"Sit down and feed, and welcome to our table." -William Shakespeare

Friday, May 27, 2011

Food for Thought Friday

It's so much fun this time of year to walk down the street in our bustling neighborhood and look at the gardens. Everywhere beauty is abounding, and it is so much fun to look with little people who want- as badly as I do!- to know the name of EVERYTHING!!!
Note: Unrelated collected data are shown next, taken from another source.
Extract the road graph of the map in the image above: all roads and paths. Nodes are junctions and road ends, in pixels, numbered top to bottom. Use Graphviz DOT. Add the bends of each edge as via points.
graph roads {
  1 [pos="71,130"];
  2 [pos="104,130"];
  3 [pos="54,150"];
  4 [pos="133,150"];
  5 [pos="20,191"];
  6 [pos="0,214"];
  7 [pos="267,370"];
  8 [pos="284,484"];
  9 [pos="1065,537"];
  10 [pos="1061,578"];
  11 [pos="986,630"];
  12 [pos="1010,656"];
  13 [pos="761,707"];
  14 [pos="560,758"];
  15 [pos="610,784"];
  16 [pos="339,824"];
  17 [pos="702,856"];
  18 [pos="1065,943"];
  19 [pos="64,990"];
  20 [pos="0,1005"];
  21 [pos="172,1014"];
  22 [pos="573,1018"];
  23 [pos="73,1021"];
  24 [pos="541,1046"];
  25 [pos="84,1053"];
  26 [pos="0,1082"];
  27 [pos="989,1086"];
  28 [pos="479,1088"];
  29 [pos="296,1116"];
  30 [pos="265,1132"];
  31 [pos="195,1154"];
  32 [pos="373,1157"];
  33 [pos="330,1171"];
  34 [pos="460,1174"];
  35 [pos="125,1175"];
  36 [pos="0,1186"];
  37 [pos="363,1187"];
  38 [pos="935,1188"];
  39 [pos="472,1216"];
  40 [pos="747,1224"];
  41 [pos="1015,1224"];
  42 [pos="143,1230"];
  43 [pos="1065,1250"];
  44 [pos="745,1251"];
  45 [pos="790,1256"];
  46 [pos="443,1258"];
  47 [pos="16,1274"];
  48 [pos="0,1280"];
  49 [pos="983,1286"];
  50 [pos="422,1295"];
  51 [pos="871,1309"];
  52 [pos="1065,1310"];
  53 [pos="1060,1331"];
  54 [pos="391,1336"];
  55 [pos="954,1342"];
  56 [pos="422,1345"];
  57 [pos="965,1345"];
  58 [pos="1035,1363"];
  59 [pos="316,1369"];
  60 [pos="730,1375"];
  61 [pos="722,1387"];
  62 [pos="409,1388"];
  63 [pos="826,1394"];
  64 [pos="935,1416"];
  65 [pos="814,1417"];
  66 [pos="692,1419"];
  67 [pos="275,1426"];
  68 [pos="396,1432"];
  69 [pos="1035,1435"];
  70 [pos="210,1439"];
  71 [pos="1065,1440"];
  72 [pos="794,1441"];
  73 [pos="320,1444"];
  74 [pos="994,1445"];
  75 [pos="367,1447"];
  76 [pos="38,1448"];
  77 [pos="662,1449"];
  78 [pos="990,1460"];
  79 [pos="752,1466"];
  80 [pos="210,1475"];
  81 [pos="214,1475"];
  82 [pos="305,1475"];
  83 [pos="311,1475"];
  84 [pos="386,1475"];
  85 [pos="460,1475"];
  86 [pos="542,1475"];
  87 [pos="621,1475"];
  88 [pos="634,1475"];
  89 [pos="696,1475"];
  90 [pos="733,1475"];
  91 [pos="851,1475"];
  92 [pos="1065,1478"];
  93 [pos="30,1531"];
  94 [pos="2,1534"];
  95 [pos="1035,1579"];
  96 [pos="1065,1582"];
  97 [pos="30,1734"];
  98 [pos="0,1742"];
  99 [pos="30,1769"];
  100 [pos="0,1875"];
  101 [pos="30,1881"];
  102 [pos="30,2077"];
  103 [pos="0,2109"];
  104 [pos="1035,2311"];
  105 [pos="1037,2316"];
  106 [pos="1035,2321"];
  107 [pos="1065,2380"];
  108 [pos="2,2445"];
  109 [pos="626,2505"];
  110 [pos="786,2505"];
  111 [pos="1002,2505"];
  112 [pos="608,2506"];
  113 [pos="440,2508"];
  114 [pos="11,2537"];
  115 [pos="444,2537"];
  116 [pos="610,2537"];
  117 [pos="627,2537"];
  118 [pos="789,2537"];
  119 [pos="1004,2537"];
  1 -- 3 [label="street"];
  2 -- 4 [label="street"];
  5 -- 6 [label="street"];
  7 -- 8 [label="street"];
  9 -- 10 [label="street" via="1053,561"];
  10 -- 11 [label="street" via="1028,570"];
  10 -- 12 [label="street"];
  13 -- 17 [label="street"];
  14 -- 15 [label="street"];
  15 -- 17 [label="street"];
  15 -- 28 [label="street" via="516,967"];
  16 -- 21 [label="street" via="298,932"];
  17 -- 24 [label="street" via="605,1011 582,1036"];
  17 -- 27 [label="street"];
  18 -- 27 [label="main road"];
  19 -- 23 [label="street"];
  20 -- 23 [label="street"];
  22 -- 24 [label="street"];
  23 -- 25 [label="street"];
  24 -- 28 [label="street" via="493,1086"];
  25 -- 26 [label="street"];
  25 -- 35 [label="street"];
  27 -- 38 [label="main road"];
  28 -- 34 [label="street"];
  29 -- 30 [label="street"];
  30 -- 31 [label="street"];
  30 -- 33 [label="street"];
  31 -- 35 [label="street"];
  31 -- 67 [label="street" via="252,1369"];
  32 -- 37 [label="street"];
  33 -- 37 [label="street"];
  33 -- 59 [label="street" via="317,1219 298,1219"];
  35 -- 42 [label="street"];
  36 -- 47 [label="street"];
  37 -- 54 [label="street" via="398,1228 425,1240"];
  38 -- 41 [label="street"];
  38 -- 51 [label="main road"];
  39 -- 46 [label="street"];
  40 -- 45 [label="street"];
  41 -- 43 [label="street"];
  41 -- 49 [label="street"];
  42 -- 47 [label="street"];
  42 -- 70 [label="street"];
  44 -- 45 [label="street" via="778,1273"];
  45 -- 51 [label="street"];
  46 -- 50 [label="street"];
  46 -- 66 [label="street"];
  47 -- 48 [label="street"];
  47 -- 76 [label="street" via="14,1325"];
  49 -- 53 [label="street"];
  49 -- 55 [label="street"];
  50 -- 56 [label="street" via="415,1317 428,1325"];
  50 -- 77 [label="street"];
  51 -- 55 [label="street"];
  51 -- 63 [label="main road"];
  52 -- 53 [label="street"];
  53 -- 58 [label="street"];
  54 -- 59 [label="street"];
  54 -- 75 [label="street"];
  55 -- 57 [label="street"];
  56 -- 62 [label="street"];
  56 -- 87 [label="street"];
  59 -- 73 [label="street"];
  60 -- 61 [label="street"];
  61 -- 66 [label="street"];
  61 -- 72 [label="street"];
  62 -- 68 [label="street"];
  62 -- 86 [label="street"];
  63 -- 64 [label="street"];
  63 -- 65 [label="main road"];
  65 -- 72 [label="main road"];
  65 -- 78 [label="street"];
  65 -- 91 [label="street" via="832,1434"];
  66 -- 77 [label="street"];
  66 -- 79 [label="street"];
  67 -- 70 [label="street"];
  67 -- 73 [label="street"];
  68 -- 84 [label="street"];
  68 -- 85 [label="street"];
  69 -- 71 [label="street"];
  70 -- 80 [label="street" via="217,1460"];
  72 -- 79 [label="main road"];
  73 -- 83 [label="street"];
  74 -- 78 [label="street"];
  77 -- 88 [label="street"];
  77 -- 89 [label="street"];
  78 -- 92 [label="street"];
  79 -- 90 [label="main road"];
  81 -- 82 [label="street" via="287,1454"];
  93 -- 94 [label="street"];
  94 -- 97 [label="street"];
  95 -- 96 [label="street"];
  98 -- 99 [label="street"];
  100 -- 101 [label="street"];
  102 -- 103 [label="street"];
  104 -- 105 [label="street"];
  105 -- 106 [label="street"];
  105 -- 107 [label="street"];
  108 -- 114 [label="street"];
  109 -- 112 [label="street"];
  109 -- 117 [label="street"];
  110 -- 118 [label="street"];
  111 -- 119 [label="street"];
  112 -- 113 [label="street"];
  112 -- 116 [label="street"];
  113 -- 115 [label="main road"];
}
But Lord help me, because I am just too tired to come up with anything clever to say about all these glorious growing things. Too tired to cook anything except eggs and raw fruit- O wait. That last bit isn't even cooking, now, is it? So praise the Lord for a time of year when eating healthy doesn't even require cooking! And pray that a small person named John Paul will sleep. A little bit. Tonight.

He's worth it, isn't he?
"Only God, my dear,
Could love you for yourself alone
And not your yellow hair."
~W.B. Yeats

JUST KIDDING, JOHN PAUL! I love you for so much more than that! But your yellow hair is precious.

Enough rambling. Here is some Food for Thought:

"It seems as if ever there was a time when the virtue of simplicity was desperately needed, it's in our own fast-paced, consumer-oriented, information-overloaded era. But Francis had good reason to believe his own day needed a big dose of simple living.

“Living during a time when money was rapidly replacing barter as the primary medium of exchange, Francis saw huge socio-economic barriers between the haves and the have-nots. The carnality of his age seemed to overwhelm everything including the church, which was one of the most powerful banking institutions of the Middle Ages. “All, from the highest to the lowest, allow themselves to be led by avarice,” wrote Pope Innocent III, protesting his age’s rising tide of greed. He wasn’t complaining about small-scale capitalists like Francis’s father; instead he was condemning the greed of the clergy!

“Francis spent the first 24 years of his life in luxury and indulgence. But he spent the next 21 in austere, self-imposed poverty, the result of his life-changing encounter with the living Christ and his no-holds-barred commitment to following the example of Jesus, whose earthly life was a model of simple living, from his birth in a dingy stable to his Crucifixion on a common criminal’s cross.

“As Francis reflected on the life and words of Jesus, he was confronted time and time again with Christ’s simple lifestyle, his warnings about the dangers of money, and his commandments to his followers to sell all they owned and give the profits to the poor.


“In Francis’s own time, this radical Jesus wasn’t the subject of many Sunday sermons. But as he studied… Francis was inspired by the many lessons on simplicity, including this one, from the Sermon on the Mount:

“Therefore I tell you, do not worry about your life, what you will eat or drink; or about your body, what you will wear. Is not life more than food, and the body more than clothes? Look at the birds of the air; they do not sow or reap or store away in barns, and yet your heavenly Father feeds them. Are you not much more valuable than they? Can any one of you by worrying add a single hour to your life?

“And why do you worry about clothes? See how the flowers of the field grow. They do not labor or spin. Yet I tell you that not even Solomon in all his splendor was dressed like one of these. If that is how God clothes the grass of the field, which is here today and tomorrow is thrown into the fire, will he not much more clothe you—you of little faith?”

“But Francis and his followers didn’t view simplicity as a specialized discipline for monks or other unusual individuals seeking advanced degrees in enlightenment. Instead they saw it as a garden from which all other spiritual virtues grow, and as a prerequisite to our being both fully human and fully spiritual.

“Like the branches of an unpruned tree, our attachment to possessions and wealth often chokes our lives, enslaves our souls, and hinders both human community and union with God. Francis prescribed simplicity as an antidote to our often unquenchable yearning for more and ever more.”

-The Lessons of St. Francis, by John Michael Talbot
Ireland, is that you? Nope. It's the rolling hills of Kansas.

"Every blade of grass has its angel that bends over it and whispers, "Grow! Grow! Grow!"